Proving an identity involving the alternating sum of products of binomial coefficients

Here is a combinatorial proof. Consider this question:

How many subsets of the $\{1,2,\dots,j\}$ of size $l-1$ contain all of the numbers $\{1,2,\dots,l\}$?

Obviously, the answer is zero, because there are more than $l-1$ numbers in $\{1,2,\dots,l\}$!

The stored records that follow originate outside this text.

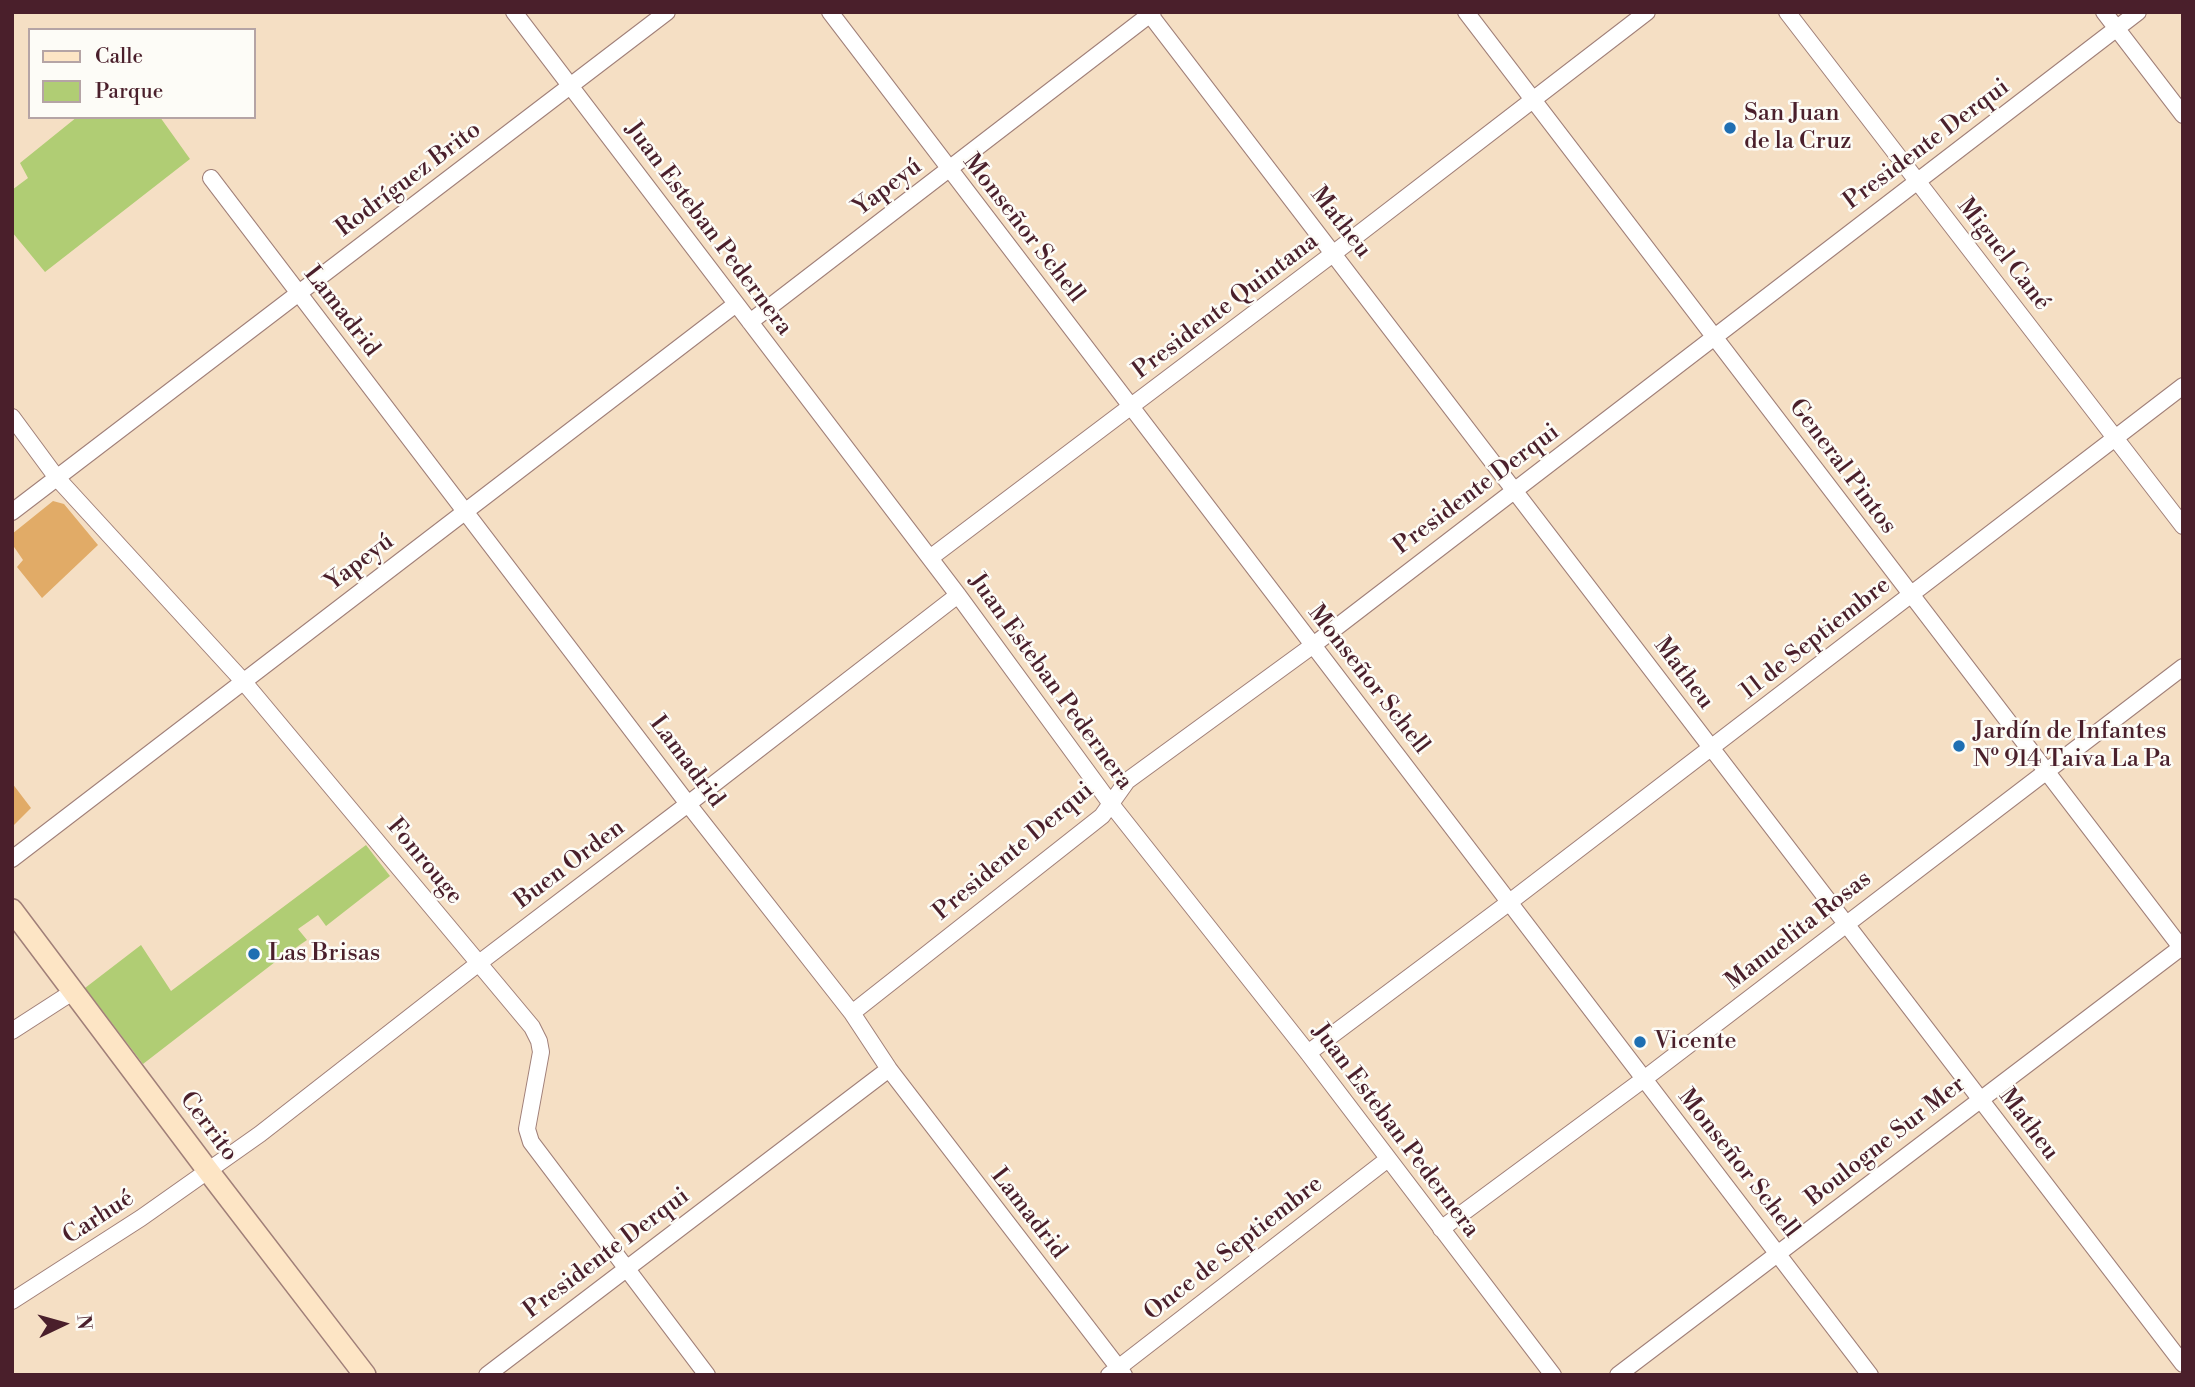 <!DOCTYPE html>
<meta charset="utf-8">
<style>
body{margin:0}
#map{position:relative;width:2195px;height:1387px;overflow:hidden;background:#f5dfc4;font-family:"Libre Bodoni",serif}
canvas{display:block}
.frame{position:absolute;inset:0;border:14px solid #4a1f2b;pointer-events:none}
.legend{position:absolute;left:28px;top:28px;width:228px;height:91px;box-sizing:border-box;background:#fdfcf7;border:2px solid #b5a4a5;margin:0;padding:9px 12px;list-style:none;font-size:21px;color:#4a1f2b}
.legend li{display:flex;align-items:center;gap:14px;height:35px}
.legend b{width:35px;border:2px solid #b5a4a5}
.north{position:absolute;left:28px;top:1289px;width:70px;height:70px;-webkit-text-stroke:5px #fdfcf7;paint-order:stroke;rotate:85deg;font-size:19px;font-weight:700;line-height:28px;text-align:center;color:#4a1f2b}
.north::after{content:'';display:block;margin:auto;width:24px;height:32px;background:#4a1f2b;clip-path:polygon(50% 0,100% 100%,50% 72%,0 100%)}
</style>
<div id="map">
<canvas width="2195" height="1387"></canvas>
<div class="frame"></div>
<ul class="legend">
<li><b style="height:9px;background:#fde5c5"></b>Calle</li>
<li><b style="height:19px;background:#b0cd74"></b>Parque</li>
</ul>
<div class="north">N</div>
</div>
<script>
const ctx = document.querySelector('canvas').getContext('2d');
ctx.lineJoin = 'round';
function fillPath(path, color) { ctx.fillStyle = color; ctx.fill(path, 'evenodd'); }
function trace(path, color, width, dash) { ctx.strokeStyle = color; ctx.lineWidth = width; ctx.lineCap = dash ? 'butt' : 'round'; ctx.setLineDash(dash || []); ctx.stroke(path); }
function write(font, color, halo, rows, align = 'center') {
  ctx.font = font + ' "Libre Bodoni",serif'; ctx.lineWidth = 5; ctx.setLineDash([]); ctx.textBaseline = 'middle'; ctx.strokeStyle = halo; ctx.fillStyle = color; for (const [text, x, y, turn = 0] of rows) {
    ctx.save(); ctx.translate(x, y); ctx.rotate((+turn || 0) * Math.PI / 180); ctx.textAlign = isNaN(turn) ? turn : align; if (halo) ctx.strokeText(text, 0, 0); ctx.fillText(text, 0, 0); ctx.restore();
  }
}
const green = new Path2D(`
 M77,117H160L190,159L45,272L12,232V190L28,178L20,163Z
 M366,845L390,876L326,926L318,915L298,929L307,940L275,962L143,1064L85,988L141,945L171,991Z`);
const building = new Path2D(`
 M53,501L64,504L98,545L42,598L17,567L23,560L12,544V534Z
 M12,783L31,808L12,827Z`);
const minor = new Path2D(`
 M514,12L958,595L1111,804L1308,1053L1553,1375
 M830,12L1870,1375
 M1148,12L2183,1364
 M1466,12L2183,950
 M1787,12L2183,526
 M2104,12L2183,115
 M211,178L688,804L852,1013L889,1069L1124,1375
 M750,322L1153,12
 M12,417L57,478L243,681L532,1027L539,1041L541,1052L527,1129L531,1142L707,1375
 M12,512L667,12
 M930,558L1334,253L1647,12
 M12,859L736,304
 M852,1013L1102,816L1127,781L1312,646L2138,12
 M12,1031L74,991
 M1308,1053L1511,901L2183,386
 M1441,1229L1644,1079L2183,667
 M12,1301L141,1218L260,1134L479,963L688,804L958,595
 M487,1375L889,1069
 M1109,1375L1388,1159
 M1618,1375L2183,946`);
const secondary = new Path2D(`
 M12,910L209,1172L365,1375`);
const markers = [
 [1730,128,7,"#1f6fb2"],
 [1959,746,7,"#1f6fb2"],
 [254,954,7,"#1f6fb2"],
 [1640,1042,7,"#1f6fb2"]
];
const poiNames = [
 ["San Juan",1744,114],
 ["de la Cruz",1744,142],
 ["Jardín de Infantes",1973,732],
 ["Nº 914 Taiva La Pa",1973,760],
 ["Las Brisas",268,954],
 ["Vicente",1654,1042]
];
const streetNames = [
 ["Presidente Derqui",1927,145,-37],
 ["Rodríguez Brito",409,180,-37],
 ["Yapeyú",888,188,-37],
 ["Matheu",1340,223,52],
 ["Juan Esteban Pedernera",708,229,53],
 ["Monseñor Schell",1023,229,52],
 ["Miguel Cané",2003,255,52],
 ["Presidente Quintana",1226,307,-37],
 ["Lamadrid",341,312,52],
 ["General Pintos",1842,467,53],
 ["Presidente Derqui",1477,490,-37],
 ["Yapeyú",360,563,-37],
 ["11 de Septiembre",1816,639,-38],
 ["Matheu",1683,674,53],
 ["Monseñor Schell",1368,680,52],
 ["Juan Esteban Pedernera",1050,682,54],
 ["Lamadrid",686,762,53],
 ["Presidente Derqui",1014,852,-40],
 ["Fonrouge",424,862,50],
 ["Buen Orden",570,865,-37],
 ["Manuelita Rosas",1799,931,-38],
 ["Matheu",2028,1125,53],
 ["Cerrito",208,1127,53],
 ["Juan Esteban Pedernera",1395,1131,53],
 ["Boulogne Sur Mer",1886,1142,-38],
 ["Monseñor Schell",1738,1164,52],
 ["Lamadrid",1028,1214,52],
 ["Carhué",99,1218,-33],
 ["Once de Septiembre",1234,1249,-38],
 ["Presidente Derqui",607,1254,-37]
];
fillPath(green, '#b0cd74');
fillPath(building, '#e1ab67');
trace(minor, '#a07f78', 18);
trace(secondary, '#a07f78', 24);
trace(minor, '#fff', 16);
trace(secondary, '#fde5c5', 21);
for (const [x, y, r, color] of markers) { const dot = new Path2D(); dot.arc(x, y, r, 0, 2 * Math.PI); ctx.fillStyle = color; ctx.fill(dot); trace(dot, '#fdfcf7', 2.5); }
write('24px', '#4a1f2b', '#fdfcf7', poiNames, 'left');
write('24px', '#4a1f2b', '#fdfcf7', streetNames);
</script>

On the other hand, we can count this using the principle of inclusion exclusion. Take all $\binom{j}{l-1}$ subsets of size $l-1$, then for each element $h$ of $\{1,2,\dots,l\}$, subtract $\binom{j-1}{l-1}$ subsets which are missing $h$. Then add back in the doubly subtracted subsets, subtract the triply subtracted subsets, etc. The result is exactly your binomial sum.


Your induction idea should work. Using the identity you suggested, rewrite your expression as $$ \begin{align} \sum_{k=0}^l(-1)^k\binom{j-k}{l-1}\binom{l}{k}&=\sum_{k=0}^{l-1}(-1)^k\binom{j-k}{l-1}\binom{l-1}{k}+\sum_{k=1}^l(-1)^k\binom{j-k}{l-1}\binom{l-1}{k-1}\\ &=\sum_{k=0}^{l-1}(-1)^k\binom{j-k}{l-1}\binom{l-1}{k}-\sum_{k=0}^{l-1}(-1)^k\binom{j-1-k}{l-1}\binom{l-1}{k}. \end{align} $$ Now use your identity a second time, applying it to the binomial coefficient $\binom{j-k}{l-1}$ in the first sum. After cancelling some terms, you will be able to apply induction on $l$.